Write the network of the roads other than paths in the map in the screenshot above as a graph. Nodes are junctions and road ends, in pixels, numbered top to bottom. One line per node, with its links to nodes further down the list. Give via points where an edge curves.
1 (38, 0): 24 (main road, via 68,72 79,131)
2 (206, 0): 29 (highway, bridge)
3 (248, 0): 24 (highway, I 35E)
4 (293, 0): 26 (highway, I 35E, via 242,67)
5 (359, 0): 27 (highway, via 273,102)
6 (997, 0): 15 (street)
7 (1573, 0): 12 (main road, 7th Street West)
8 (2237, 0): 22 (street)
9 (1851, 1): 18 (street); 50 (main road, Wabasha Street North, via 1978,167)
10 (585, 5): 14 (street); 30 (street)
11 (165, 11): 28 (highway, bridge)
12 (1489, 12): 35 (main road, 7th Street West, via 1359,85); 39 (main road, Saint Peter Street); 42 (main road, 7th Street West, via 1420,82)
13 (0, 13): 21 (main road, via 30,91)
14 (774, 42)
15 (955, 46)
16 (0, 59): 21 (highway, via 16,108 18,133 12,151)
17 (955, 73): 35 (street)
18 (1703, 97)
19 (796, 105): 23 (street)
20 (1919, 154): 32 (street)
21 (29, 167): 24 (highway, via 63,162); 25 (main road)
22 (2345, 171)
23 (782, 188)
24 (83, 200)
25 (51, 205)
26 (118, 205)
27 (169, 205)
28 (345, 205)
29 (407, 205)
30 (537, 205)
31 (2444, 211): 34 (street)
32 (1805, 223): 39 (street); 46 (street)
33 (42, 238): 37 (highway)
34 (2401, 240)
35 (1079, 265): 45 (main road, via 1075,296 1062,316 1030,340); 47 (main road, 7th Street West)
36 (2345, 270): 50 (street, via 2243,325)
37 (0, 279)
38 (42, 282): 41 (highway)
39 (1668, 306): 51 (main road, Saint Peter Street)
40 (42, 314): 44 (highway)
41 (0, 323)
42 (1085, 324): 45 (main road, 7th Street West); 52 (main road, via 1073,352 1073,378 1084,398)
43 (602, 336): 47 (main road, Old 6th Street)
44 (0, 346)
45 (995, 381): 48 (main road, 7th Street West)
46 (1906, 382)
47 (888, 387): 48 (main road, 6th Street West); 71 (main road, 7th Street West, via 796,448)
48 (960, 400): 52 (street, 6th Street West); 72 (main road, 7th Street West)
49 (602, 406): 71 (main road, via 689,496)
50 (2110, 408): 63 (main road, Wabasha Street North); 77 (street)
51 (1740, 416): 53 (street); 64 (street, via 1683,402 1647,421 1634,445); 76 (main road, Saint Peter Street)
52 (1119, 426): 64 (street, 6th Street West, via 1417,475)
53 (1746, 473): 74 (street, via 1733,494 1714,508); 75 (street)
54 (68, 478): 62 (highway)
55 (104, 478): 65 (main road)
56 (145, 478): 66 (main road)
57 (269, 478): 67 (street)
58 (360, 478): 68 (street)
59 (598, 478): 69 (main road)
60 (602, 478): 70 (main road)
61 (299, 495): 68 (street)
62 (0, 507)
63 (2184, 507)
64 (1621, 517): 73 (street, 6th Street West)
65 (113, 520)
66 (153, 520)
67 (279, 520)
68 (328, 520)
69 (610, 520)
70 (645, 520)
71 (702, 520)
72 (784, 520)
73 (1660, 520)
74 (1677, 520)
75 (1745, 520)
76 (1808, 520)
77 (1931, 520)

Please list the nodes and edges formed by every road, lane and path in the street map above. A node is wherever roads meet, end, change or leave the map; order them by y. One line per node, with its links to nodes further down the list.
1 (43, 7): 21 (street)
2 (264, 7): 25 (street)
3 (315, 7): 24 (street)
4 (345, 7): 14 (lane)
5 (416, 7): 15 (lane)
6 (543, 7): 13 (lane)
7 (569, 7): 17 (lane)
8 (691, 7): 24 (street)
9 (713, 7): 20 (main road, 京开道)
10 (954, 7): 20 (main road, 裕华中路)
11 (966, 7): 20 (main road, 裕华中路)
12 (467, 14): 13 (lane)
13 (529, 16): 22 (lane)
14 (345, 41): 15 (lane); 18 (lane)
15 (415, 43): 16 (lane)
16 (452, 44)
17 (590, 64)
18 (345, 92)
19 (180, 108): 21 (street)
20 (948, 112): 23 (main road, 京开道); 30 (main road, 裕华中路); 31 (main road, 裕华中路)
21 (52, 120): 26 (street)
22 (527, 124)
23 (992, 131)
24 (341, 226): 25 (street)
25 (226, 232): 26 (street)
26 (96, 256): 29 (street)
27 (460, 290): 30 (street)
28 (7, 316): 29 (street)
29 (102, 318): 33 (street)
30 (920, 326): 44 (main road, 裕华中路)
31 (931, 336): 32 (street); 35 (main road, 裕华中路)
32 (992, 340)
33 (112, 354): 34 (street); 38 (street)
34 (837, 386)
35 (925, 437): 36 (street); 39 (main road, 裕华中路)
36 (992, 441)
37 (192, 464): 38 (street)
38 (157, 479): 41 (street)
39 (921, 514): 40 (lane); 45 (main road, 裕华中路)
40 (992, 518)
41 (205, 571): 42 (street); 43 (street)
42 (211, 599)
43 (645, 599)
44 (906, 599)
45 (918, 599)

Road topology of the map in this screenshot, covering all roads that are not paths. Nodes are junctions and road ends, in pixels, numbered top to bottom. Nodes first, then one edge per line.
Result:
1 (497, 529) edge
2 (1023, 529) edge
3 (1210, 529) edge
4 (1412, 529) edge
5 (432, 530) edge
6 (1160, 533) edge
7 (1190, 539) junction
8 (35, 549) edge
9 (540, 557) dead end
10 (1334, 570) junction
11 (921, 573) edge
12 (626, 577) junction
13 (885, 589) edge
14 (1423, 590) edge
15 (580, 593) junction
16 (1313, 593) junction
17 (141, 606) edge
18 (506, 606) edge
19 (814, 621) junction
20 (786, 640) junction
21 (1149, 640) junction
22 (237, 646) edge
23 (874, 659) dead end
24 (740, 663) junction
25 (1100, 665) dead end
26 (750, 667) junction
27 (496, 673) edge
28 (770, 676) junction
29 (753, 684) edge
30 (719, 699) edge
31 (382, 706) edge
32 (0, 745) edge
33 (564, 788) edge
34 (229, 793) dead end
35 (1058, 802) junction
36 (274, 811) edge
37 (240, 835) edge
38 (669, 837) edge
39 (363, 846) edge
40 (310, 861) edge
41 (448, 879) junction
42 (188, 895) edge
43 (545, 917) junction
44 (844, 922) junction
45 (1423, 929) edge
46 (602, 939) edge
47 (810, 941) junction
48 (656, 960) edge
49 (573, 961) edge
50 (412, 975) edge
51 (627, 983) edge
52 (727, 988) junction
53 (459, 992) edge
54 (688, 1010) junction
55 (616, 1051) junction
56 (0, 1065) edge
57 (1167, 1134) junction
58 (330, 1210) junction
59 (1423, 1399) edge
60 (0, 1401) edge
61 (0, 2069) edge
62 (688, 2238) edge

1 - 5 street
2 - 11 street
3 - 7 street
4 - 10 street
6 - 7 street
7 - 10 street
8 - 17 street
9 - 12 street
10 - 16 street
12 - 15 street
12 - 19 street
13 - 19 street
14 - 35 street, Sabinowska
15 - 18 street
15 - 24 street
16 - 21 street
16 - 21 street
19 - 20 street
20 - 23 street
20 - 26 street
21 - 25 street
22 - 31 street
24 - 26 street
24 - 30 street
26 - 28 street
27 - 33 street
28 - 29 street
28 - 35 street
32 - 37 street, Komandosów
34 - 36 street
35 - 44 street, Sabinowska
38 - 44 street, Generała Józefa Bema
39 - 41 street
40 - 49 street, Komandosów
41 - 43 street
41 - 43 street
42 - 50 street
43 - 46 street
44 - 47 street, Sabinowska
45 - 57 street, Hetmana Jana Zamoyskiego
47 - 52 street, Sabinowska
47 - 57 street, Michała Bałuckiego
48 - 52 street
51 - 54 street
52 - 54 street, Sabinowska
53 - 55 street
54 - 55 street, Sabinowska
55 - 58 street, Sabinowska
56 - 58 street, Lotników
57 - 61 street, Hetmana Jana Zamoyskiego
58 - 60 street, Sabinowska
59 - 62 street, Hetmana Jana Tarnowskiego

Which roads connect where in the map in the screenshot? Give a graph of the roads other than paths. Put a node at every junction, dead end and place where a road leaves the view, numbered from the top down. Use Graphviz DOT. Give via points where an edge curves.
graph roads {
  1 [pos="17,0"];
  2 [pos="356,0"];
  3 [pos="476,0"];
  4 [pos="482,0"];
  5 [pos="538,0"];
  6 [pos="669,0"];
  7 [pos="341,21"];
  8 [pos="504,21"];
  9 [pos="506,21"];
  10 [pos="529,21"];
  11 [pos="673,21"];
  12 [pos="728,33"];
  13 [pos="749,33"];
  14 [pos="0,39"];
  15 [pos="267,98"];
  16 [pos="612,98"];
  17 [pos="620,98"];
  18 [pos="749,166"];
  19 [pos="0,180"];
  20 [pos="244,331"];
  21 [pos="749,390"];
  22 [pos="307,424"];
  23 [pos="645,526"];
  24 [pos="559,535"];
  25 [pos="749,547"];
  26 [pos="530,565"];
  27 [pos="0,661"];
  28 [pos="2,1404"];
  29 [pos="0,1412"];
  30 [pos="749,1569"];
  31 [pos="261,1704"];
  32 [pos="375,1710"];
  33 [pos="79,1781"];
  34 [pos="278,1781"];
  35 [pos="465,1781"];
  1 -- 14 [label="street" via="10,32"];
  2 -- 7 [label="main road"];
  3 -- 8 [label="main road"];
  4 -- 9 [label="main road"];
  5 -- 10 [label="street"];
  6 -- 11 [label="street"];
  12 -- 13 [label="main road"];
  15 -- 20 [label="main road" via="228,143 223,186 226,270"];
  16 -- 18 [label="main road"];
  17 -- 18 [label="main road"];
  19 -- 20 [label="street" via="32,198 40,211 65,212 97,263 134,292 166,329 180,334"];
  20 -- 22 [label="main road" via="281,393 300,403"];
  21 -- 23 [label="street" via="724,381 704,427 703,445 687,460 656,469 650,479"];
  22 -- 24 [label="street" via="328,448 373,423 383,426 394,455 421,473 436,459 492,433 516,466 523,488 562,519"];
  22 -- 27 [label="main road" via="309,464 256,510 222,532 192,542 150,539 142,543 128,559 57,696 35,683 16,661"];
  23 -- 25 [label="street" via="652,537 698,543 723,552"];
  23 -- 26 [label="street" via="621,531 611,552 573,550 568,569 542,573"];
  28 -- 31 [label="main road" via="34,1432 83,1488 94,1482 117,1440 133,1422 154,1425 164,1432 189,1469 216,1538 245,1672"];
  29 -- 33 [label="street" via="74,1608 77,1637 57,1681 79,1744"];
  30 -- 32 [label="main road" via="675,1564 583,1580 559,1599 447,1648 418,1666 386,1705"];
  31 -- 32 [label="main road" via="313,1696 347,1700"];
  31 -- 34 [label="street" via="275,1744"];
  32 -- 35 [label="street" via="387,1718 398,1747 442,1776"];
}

**Requirement:** Search the listing for the word "裕华中路". Copy every line in which it occurs.

**Reply:**
10 (954, 7): 20 (main road, 裕华中路)
11 (966, 7): 20 (main road, 裕华中路)
20 (948, 112): 23 (main road, 京开道); 30 (main road, 裕华中路); 31 (main road, 裕华中路)
30 (920, 326): 44 (main road, 裕华中路)
31 (931, 336): 32 (street); 35 (main road, 裕华中路)
35 (925, 437): 36 (street); 39 (main road, 裕华中路)
39 (921, 514): 40 (lane); 45 (main road, 裕华中路)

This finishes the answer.